Pull out every line of the listing below where "Bengt" appears.

Segment Open

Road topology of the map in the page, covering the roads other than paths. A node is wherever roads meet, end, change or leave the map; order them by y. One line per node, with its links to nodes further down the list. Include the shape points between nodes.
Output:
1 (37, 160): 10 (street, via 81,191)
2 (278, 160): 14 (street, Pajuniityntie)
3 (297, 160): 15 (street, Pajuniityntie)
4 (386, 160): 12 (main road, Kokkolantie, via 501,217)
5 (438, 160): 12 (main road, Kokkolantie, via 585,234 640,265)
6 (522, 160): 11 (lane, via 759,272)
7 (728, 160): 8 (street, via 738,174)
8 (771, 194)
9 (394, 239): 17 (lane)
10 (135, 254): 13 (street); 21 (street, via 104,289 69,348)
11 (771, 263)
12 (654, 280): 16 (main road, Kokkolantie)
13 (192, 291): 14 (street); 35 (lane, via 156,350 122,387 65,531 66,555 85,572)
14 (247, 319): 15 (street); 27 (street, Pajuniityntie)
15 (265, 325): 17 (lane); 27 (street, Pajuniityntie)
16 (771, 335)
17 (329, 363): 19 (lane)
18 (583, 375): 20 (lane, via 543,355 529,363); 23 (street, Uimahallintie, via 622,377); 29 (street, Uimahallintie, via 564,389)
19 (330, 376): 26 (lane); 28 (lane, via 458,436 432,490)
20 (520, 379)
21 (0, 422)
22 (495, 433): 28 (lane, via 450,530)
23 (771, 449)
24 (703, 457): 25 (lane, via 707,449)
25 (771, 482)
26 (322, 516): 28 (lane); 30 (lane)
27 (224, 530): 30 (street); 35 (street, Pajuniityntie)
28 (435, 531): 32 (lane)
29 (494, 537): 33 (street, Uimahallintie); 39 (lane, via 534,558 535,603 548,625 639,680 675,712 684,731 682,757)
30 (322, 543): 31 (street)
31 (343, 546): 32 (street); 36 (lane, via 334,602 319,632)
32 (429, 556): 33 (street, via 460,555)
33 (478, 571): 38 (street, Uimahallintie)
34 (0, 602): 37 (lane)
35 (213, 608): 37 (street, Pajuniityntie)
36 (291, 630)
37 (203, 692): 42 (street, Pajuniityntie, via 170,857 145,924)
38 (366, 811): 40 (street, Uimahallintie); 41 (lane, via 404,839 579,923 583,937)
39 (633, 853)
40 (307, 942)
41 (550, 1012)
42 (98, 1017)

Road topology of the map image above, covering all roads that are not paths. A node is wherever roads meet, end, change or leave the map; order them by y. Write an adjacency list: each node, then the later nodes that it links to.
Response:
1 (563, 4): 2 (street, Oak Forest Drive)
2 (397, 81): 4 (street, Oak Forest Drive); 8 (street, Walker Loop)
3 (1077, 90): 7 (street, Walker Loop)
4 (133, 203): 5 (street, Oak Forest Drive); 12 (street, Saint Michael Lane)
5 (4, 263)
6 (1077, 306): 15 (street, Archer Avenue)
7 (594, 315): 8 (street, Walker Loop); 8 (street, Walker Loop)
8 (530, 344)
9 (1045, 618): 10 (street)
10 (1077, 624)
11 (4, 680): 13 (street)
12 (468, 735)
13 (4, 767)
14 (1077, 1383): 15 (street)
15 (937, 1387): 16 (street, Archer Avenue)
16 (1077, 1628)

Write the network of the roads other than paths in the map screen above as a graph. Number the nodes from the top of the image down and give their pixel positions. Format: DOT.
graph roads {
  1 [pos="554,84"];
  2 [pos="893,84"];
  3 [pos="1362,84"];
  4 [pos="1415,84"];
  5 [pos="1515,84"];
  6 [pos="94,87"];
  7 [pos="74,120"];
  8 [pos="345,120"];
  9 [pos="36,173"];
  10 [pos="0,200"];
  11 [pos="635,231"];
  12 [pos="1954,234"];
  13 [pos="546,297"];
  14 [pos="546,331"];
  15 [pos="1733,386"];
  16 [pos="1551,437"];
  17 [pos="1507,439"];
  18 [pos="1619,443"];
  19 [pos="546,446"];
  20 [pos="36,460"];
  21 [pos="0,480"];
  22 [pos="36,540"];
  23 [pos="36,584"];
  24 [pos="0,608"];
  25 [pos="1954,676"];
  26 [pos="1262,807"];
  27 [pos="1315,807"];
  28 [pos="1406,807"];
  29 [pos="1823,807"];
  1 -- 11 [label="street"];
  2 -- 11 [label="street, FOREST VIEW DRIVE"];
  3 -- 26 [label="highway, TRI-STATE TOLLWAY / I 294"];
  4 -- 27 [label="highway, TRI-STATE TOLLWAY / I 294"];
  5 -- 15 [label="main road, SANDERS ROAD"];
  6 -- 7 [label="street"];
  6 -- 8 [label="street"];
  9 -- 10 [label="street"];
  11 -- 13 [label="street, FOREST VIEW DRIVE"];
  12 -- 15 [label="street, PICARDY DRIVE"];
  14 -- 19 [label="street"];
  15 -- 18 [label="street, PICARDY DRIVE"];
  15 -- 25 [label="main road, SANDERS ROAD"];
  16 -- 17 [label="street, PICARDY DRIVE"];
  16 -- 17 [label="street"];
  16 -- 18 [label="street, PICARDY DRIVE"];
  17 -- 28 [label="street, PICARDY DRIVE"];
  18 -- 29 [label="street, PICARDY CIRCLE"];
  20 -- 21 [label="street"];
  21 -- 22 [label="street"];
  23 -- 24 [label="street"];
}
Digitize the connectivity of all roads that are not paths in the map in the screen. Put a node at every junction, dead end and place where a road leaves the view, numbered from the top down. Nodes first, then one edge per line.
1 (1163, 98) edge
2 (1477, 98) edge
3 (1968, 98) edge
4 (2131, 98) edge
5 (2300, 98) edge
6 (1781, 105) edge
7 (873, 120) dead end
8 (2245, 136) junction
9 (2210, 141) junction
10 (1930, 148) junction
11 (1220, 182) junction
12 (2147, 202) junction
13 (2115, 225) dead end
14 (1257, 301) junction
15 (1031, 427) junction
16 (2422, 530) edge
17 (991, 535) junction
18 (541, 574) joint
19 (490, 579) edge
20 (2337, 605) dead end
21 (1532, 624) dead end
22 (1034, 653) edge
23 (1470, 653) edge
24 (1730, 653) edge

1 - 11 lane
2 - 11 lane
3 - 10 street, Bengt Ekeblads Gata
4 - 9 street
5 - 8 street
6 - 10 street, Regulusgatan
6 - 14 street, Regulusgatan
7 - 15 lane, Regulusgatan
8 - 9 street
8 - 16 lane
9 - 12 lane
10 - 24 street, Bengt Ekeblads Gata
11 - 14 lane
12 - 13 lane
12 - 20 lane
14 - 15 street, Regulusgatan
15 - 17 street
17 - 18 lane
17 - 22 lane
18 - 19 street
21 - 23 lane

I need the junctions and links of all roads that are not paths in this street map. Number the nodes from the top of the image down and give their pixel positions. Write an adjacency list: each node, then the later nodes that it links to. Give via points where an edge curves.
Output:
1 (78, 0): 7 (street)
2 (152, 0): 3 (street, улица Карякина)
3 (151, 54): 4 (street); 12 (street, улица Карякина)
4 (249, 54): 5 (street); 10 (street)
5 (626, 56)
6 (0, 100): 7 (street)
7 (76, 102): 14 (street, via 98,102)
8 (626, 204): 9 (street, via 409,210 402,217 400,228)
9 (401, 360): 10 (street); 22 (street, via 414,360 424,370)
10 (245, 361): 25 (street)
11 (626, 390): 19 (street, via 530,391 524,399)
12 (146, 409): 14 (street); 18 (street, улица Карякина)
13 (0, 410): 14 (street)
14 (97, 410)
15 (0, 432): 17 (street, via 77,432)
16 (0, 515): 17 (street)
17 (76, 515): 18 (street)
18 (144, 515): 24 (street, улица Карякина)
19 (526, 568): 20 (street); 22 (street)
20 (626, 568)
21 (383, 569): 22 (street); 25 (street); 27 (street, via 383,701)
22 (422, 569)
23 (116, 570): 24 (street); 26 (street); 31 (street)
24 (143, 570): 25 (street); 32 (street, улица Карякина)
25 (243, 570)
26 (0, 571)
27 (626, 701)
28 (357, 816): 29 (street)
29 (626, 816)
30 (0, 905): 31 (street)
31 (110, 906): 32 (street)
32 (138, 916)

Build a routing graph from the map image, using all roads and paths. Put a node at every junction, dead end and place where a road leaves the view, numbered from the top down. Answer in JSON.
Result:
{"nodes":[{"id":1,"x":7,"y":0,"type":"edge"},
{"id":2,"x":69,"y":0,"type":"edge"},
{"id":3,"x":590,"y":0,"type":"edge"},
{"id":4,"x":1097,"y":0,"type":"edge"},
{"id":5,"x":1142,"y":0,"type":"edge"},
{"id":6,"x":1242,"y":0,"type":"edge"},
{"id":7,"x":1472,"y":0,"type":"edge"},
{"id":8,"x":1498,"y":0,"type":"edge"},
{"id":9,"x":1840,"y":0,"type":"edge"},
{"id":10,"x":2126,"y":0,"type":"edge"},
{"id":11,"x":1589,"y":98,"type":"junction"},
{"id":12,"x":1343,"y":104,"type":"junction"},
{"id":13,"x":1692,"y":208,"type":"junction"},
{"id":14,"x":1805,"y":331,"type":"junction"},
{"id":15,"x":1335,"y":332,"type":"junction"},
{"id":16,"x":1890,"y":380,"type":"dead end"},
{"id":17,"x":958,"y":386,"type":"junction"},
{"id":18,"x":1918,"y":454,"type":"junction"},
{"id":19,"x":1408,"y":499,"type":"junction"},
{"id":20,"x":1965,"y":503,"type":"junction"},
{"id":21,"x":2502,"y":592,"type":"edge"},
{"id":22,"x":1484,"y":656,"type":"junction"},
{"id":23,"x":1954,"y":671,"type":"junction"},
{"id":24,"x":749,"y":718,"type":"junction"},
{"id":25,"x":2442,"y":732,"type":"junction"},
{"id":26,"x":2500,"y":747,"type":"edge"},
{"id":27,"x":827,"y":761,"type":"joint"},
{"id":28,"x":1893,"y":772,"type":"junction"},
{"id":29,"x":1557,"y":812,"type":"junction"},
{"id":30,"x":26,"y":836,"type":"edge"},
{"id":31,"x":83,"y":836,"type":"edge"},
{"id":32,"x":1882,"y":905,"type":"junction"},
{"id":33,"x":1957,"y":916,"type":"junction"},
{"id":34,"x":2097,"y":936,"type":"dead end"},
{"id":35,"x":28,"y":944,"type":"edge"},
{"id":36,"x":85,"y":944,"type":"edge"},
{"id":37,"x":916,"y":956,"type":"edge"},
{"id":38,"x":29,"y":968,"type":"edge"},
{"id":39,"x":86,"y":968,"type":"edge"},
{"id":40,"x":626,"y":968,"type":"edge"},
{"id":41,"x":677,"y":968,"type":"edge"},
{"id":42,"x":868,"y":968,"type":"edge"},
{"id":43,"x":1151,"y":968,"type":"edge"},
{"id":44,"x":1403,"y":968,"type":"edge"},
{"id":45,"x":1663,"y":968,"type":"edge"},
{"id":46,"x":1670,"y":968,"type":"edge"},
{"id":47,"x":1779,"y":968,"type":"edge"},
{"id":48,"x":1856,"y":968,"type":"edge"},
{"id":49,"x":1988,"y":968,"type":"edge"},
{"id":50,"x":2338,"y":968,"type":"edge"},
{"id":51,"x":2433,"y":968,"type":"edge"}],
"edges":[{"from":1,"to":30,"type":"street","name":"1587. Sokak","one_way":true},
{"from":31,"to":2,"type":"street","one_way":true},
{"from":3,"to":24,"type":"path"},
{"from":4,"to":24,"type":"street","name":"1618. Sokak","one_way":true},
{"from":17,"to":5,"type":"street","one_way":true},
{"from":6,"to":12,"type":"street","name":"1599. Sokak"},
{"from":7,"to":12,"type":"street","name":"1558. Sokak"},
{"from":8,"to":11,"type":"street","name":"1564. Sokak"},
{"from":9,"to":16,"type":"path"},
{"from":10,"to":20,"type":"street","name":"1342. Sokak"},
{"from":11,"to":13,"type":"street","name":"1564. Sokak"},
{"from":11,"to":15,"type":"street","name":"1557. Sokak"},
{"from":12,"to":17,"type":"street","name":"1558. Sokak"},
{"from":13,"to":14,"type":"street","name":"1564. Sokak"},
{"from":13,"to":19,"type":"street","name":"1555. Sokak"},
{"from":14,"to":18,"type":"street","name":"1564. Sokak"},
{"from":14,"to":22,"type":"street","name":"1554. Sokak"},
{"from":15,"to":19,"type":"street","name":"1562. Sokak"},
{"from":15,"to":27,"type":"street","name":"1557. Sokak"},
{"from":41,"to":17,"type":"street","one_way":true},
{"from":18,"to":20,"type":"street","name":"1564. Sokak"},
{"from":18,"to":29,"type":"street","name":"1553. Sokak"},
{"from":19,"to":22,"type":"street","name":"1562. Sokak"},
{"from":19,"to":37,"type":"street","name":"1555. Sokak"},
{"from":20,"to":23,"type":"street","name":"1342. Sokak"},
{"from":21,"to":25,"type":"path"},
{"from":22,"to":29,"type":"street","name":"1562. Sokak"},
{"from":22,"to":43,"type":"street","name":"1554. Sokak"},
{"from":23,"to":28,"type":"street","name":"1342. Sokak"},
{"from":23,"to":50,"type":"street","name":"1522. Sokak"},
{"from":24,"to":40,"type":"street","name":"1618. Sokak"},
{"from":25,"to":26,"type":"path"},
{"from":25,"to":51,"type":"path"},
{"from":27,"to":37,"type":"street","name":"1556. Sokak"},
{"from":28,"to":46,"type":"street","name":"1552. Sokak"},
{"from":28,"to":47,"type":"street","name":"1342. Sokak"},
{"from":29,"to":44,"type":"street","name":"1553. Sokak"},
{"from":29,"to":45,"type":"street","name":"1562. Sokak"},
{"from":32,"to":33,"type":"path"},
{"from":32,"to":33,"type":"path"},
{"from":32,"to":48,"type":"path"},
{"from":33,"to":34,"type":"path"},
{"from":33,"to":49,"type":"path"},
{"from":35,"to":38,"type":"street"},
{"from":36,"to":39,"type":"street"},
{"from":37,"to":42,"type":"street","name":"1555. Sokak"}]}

Segment Closed

§ **FINISHED EXERCISE**:
3 - 10 street, Bengt Ekeblads Gata
10 - 24 street, Bengt Ekeblads Gata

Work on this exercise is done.